Donald Trump

Today Is Fred Korematsu's Birthday, Which Seems About Right

Plaintiff of historic case over Japanese-American internment during World War II was born in 1919.


Densho Encylopedia

What is it that Marx said about history occuring first as tragedy and then as farce?

President Donald Trump's orders halting all refugees and barring all nationals from seven majority-Muslim countries are no farce but they strongly call to mind past instances where presidents have acted abominably toward suspect minorities. As it happens, today is the birthday of Fred Korematsu (1919-2005), the American citizen of Japanese descent who challenged Franklin Roosevelt's Executive Order 9066 (1942), "which authorized that all individuals of Japanese ancestry were to be removed from their homes and forced to live in internment camps." Korematsu is the subject of today's Google doodle.
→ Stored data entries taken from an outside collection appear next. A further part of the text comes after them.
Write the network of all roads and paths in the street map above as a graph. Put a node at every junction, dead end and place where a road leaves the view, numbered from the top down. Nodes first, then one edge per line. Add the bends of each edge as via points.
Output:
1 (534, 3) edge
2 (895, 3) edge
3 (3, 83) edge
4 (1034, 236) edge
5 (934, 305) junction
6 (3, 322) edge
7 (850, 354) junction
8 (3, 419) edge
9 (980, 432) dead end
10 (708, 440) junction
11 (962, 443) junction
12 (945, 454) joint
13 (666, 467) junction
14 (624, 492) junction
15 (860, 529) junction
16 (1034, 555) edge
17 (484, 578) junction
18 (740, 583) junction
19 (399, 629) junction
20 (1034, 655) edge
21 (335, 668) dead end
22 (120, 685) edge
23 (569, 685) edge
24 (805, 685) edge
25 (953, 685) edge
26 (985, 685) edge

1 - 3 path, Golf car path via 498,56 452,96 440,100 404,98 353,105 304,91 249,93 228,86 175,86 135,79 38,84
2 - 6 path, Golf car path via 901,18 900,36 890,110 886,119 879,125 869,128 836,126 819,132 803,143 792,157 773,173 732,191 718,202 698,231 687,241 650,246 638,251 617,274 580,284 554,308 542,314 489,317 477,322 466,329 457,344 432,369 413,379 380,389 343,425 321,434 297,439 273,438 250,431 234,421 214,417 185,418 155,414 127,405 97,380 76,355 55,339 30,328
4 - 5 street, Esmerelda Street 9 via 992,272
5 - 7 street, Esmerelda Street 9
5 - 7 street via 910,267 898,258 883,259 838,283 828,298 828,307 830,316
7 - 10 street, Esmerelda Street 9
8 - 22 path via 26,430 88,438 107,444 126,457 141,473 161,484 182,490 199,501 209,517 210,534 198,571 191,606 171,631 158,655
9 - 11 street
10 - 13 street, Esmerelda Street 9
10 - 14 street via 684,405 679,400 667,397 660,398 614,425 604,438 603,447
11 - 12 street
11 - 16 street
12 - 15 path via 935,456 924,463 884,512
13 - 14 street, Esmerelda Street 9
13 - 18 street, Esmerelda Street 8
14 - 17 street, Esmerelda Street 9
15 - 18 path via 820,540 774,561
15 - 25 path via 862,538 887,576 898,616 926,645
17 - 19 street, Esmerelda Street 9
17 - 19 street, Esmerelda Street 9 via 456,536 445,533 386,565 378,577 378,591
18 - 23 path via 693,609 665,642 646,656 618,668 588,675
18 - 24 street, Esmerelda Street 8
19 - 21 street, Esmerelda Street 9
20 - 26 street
As odious as Roosevelt's order was, it's even worse that the Supreme Court upheld the constitutionality of the order, which was borne out of war-time and racist hysteria. In a 2004 review of Michelle Malkin's book-length polemic defending the rounding up on U.S. citizens irrespective of any evidence that they posed a threat to the nation's security, historian Eric Muller wrote:

Historians have shown that the chief causes of the Japanese American internment were ingrained anti-Asian racism, nativist and economic pressures from groups in California that had long wanted the Japanese gone, and the panic of wartime hysteria. As the Presidential Commission on the Wartime Relocation and Internment of Civilians said in its 1981 report to Congress, "The broad historical causes which shaped [the decisions to relocate and detain Japanese Americans] were race prejudice, war hysteria, and a failure of political leadership."…
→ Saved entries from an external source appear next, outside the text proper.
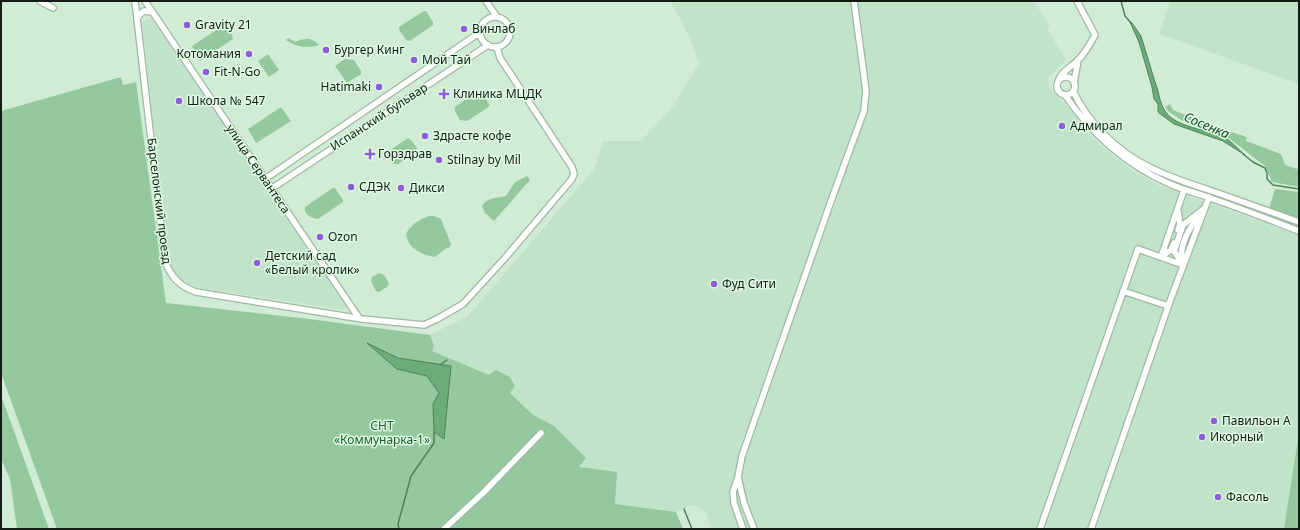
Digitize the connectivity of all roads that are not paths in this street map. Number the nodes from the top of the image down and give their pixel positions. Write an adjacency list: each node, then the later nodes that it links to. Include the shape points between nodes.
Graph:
1 (40, 1): 7 (street)
2 (135, 1): 10 (street, Барселонский проезд)
3 (145, 1): 8 (street, улица Сервантеса)
4 (486, 1): 9 (street)
5 (854, 1): 35 (street, via 866,91 864,111 742,456)
6 (1077, 1): 14 (street, via 1095,35)
7 (53, 8)
8 (152, 12): 10 (street, via 144,11); 19 (street, улица Сервантеса)
9 (497, 17): 11 (street, via 484,21); 13 (street, via 506,22 510,31 506,41)
10 (137, 20): 32 (street, Барселонский проезд, via 165,261 174,279 180,285 196,292)
11 (479, 33): 12 (street); 19 (street, Испанский бульвар)
12 (488, 45): 13 (street); 20 (street, Испанский бульвар)
13 (497, 47): 33 (street, Барселонский проезд, via 500,58 572,167 572,179 505,258 460,306 424,325)
14 (1078, 60): 15 (street, via 1060,76); 16 (street)
15 (1058, 82): 16 (street, via 1066,77); 18 (street, via 1058,90)
16 (1074, 83): 17 (street)
17 (1073, 91): 18 (street); 25 (street, via 1079,105 1097,128 1123,151 1148,167)
18 (1065, 95): 21 (street, via 1094,132 1120,155 1145,172)
19 (265, 179): 20 (street, улица Сервантеса)
20 (271, 189): 30 (street, улица Сервантеса)
21 (1184, 190): 22 (street); 24 (street)
22 (1209, 197): 23 (street); 26 (street)
23 (1205, 207): 28 (street); 28 (street, via 1186,226 1178,252)
24 (1178, 208): 27 (street, via 1170,221); 27 (street, via 1180,224 1171,250)
25 (1299, 222)
26 (1299, 231)
27 (1161, 257): 28 (street); 29 (street, via 1138,249)
28 (1183, 265): 31 (street)
29 (1123, 291): 31 (street); 39 (street)
30 (350, 306): 32 (street, via 349,312); 33 (street, улица Сервантеса)
31 (1168, 306): 40 (street)
32 (342, 315): 33 (street, Барселонский проезд)
33 (359, 318)
34 (541, 433): 36 (street)
35 (738, 477): 37 (street, via 733,492 734,503); 38 (street)
36 (444, 529)
37 (743, 529)
38 (754, 529)
39 (1040, 529)
40 (1091, 529)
What supported [internment] was instead the sort of view that Gen. DeWitt expressed in 1942, when he said that "the Japanese race is an enemy race, and while many second and third generation Japanese born on United States soil, possessed of United States citizenship, have become 'Americanized,' the racial strains are undiluted." What supported it was the sort of opinion voiced by California Attorney General (later U.S. Supreme Court Chief Justice) Earl Warren when he argued that the absence of subversive activity by Japanese Americans proved that such activity was just around the corner. What supported it, in other words, was racism and wartime hysteria.

Muller notes that even as citizens of Japanese descent were being rounded up in the absence of any compelling evidence of divided loyalties or secret plans to sabotage the war effort, Americans of Italian and German heritage went about their business unmolested.

Germany was a more dangerous presence along the East Coast of the U.S. mainland for a far longer time than was Japan along the West Coast, and it twice landed saboteurs on Eastern shores. Germany had a network of spies whose existence did not need to be pieced together from vague references in decrypted diplomatic messages. And as for Malkin's point that there were so many potential German-American and Italian-American saboteurs on the East Coast that it made sense to do nothing to them–well, that argument refutes itself.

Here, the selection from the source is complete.